Beneath a silver sky 
men on mowers sheer
the wild green tongues
of a meadow.  But that
must have been yesterday 
because now half a dozen boys,
each as straight and tall as a little i 
bend in the middle towards home,
singing Hey batter batter, 
listen to my chatter, batter batter – 
Suh-wing! – an incantation cracked
open by wood on ball rising
so high it is a tiny comet skirting
the sun.  It is streaking towards 
a horse that always grazes 
in the pasture beyond, and now
the leftfielder launches; he hangs 
suspended – I can see him clearly, 
as if I were lying 
in the grass beneath:
the glove hand, open wide
for something he can 
never snare; the red cap,
name and number scrawled 
black under the brim; 
the red t-shirt, plump white P
over the heart; and blue
bell bottoms, yellow paisley
patches on each knee,
stretched tight and let out
twice for legs that trail 
like a great heron
taking flight.
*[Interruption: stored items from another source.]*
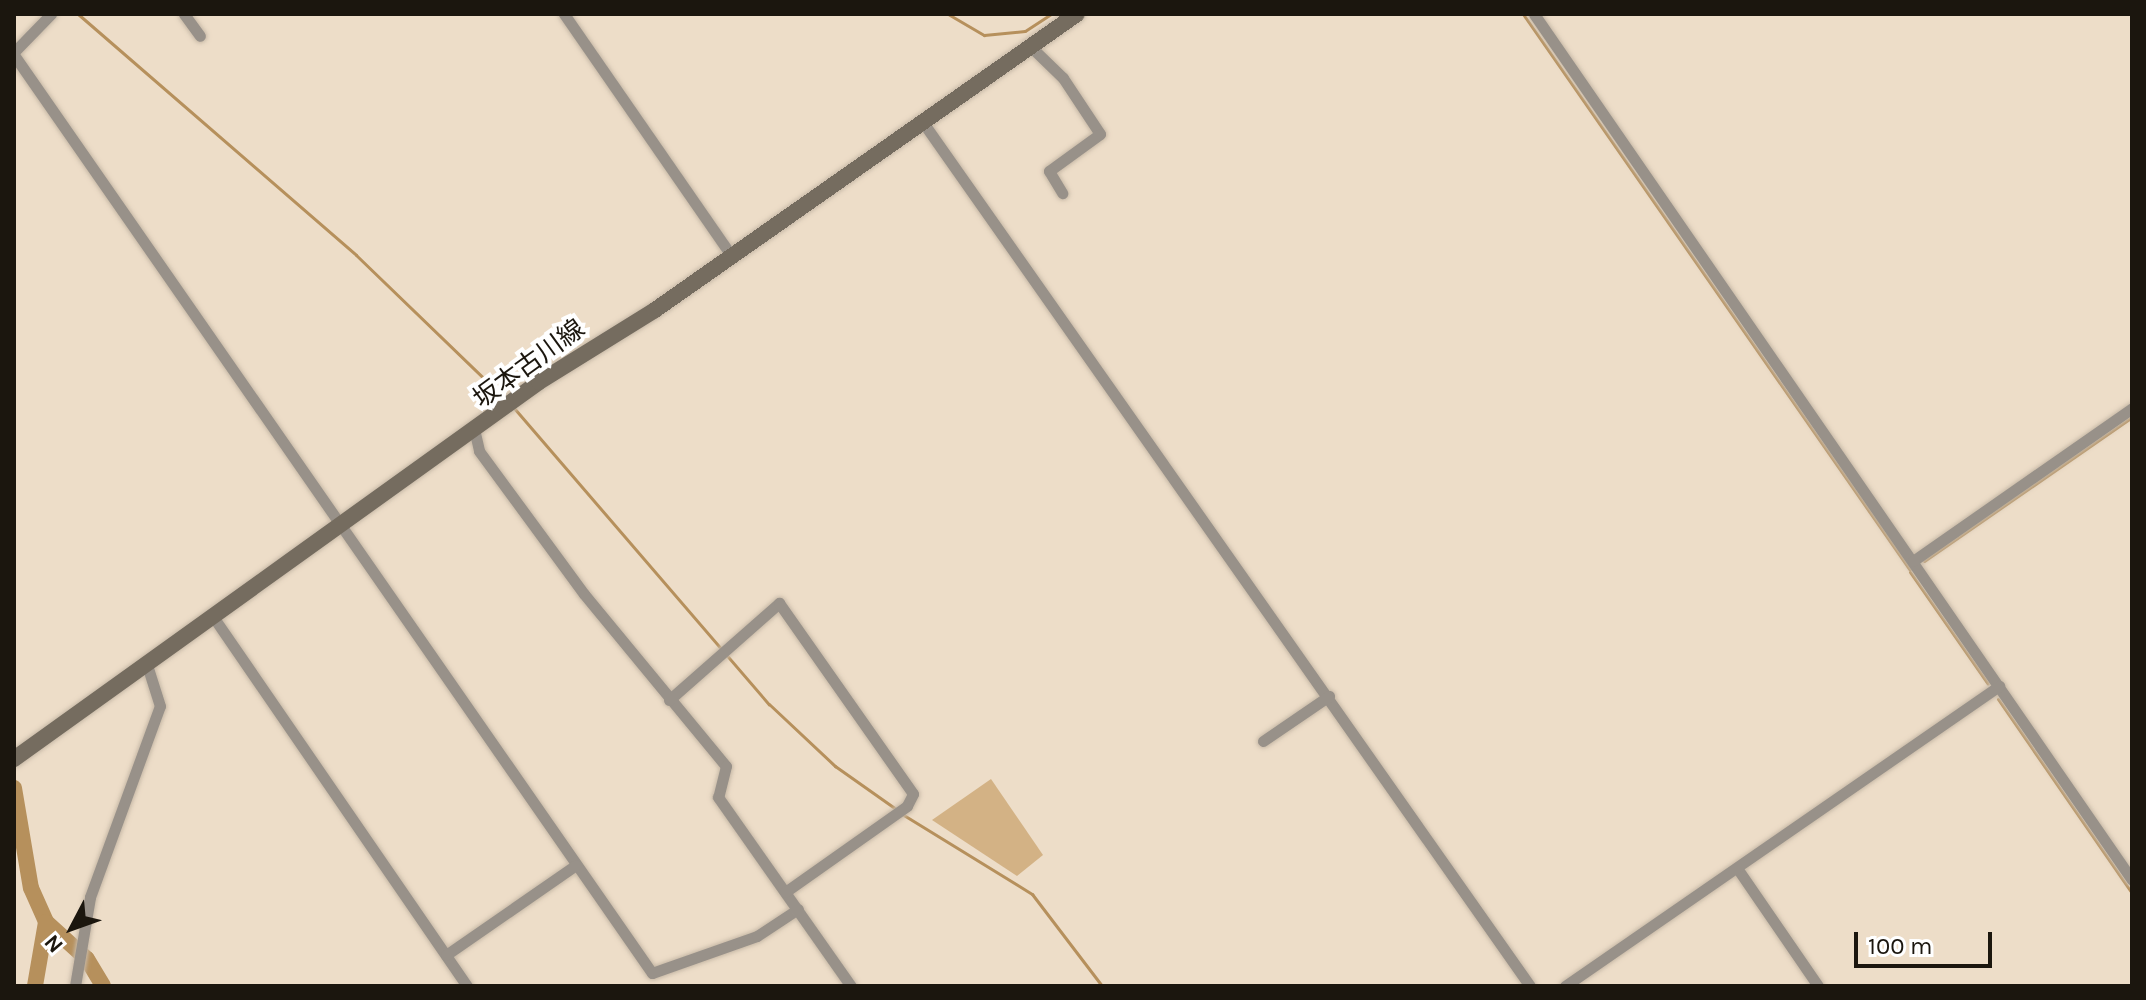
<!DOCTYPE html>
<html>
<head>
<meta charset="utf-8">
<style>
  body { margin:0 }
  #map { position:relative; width:2146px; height:1000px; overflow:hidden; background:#edddc8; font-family:Karla,"Noto Sans JP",sans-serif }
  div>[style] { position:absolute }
  .green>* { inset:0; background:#d3b285 }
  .stream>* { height:3px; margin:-1.5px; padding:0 1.5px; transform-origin:1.5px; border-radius:1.5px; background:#b6905c }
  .river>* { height:16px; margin:-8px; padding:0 8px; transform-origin:8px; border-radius:8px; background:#b6905c }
  .roads { filter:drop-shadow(0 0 2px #c7b9a7) drop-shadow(0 0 2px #c7b9a7) }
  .street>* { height:11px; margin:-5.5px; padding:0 5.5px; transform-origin:5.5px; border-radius:5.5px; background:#989189 }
  .secondary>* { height:16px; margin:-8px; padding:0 8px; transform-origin:8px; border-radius:8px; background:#756c5f }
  span { translate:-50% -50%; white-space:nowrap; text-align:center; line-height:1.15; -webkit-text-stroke:8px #fff; paint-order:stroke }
  .street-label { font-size:26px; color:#1b160e }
  .frame { position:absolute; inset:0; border:16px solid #1b160e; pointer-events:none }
  .north { position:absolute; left:32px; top:888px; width:80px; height:80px; -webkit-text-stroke:6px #fff; paint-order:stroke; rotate:229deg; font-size:22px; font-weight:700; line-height:32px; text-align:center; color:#1b160e }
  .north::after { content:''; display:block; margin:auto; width:28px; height:36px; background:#1b160e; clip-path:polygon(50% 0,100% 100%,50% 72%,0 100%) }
  .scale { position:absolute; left:1854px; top:932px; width:138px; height:36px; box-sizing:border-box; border:4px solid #1b160e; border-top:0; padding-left:10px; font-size:24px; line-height:28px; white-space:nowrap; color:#1b160e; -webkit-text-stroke:6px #fff; paint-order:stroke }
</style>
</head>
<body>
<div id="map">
  <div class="green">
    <div style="clip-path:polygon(991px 779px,1043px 855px,1017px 876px,932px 820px)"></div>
  </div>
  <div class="stream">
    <div style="left:78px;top:14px;width:368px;rotate:40.9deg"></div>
    <div style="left:356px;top:255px;width:209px;rotate:44deg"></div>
    <div style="left:948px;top:14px;width:42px;rotate:30.3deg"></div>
    <div style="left:984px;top:35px;width:41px;rotate:-5.6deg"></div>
    <div style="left:1025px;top:31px;width:31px;rotate:-33deg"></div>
    <div style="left:1523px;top:14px;width:677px;rotate:55.16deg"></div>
    <div style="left:514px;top:408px;width:391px;rotate:49.3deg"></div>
    <div style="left:769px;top:704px;width:91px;rotate:43.2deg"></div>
    <div style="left:835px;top:766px;width:75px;rotate:35.2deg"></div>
    <div style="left:1924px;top:561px;width:253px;rotate:-34.7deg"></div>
    <div style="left:1910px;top:572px;width:136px;rotate:55.1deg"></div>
    <div style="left:1998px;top:699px;width:236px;rotate:55.4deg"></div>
    <div style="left:902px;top:814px;width:153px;rotate:31.6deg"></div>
    <div style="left:1032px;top:894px;width:116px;rotate:52.7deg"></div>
  </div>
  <div class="river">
    <div style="left:14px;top:788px;width:101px;rotate:80.4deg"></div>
    <div style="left:31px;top:888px;width:37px;rotate:66deg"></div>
    <div style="left:46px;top:922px;width:65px;rotate:99.8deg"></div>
    <div style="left:46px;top:922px;width:55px;rotate:42.1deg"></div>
    <div style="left:87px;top:959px;width:31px;rotate:59deg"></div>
  </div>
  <div class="roads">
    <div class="street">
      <div style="left:184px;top:14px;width:27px;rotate:54deg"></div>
      <div style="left:564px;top:14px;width:293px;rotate:55.3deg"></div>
      <div style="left:1534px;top:14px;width:1052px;rotate:55.37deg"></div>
      <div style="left:1030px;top:46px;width:46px;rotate:44.1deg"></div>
      <div style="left:1063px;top:78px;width:67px;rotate:56.5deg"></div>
      <div style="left:1100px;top:134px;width:63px;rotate:144deg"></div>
      <div style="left:1049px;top:171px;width:26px;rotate:59deg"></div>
      <div style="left:14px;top:52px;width:53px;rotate:-45.8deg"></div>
      <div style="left:14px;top:55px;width:1118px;rotate:55.2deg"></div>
      <div style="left:652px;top:973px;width:111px;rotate:-19.4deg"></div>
      <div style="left:757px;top:936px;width:49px;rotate:-33.4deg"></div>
      <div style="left:922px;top:121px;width:1057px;rotate:54.9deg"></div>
      <div style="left:475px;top:433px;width:18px;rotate:77deg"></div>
      <div style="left:479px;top:451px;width:177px;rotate:53.7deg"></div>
      <div style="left:584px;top:594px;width:223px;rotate:50.5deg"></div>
      <div style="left:726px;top:766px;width:32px;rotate:104deg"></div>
      <div style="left:718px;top:797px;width:231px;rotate:54.9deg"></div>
      <div style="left:1913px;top:561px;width:267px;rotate:-34.9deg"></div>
      <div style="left:214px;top:618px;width:447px;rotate:55.5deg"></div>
      <div style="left:669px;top:700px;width:147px;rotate:-41.4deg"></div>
      <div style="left:779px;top:603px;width:233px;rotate:54.9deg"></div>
      <div style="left:913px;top:794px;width:13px;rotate:117deg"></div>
      <div style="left:907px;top:806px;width:149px;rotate:144.8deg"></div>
      <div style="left:1263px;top:741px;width:80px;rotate:-34.3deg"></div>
      <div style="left:1737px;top:868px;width:143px;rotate:55.5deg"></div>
      <div style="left:446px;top:955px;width:158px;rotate:-34.7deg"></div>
      <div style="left:75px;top:986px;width:90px;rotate:-80.4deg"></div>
      <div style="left:90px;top:897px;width:203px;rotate:-69.9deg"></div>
      <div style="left:160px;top:706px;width:43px;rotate:-107.6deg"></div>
      <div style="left:1565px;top:986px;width:528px;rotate:-34.65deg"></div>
    </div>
    <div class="secondary">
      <div style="left:14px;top:759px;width:646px;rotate:-35.68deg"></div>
      <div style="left:539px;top:382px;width:137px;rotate:-31.8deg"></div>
      <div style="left:655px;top:310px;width:515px;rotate:-35.05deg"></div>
    </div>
  </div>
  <div class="street-label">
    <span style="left:529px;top:364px;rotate:-36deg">坂本古川線</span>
  </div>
  <div class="frame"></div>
  <div class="north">N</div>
  <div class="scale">100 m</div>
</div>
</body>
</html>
Such awkward 
beauty, I think — trying to make 
out the face —
until the slightly parted lips
of a woman droop 
into view; they lean
like a heavy bloom over
a still spring pool.
“Can you tell me your name?”
they say, “And can you tell me 
your date of birth?”  “Yes,”
I say, to the white blunt petals 
of bloodroot that flutter 
as she breathes. “I was born
in May,” I say to the purple
woods behind them.
“I was born in May.”

Bill King is a graduate of the University of Georgia’s M.A. program in creative writing and Ph.D. program in literature. He teaches creative writing and literature at Davis & Elkins College in Elkins, West Virginia, where he directs the D&E Writers’ Series. His prose and poetry has appeared in many journals and anthologies, including Appalachian Heritage, Kestrel, Mississippi Quarterly, Southern Poetry Anthology, and Still: The Journal.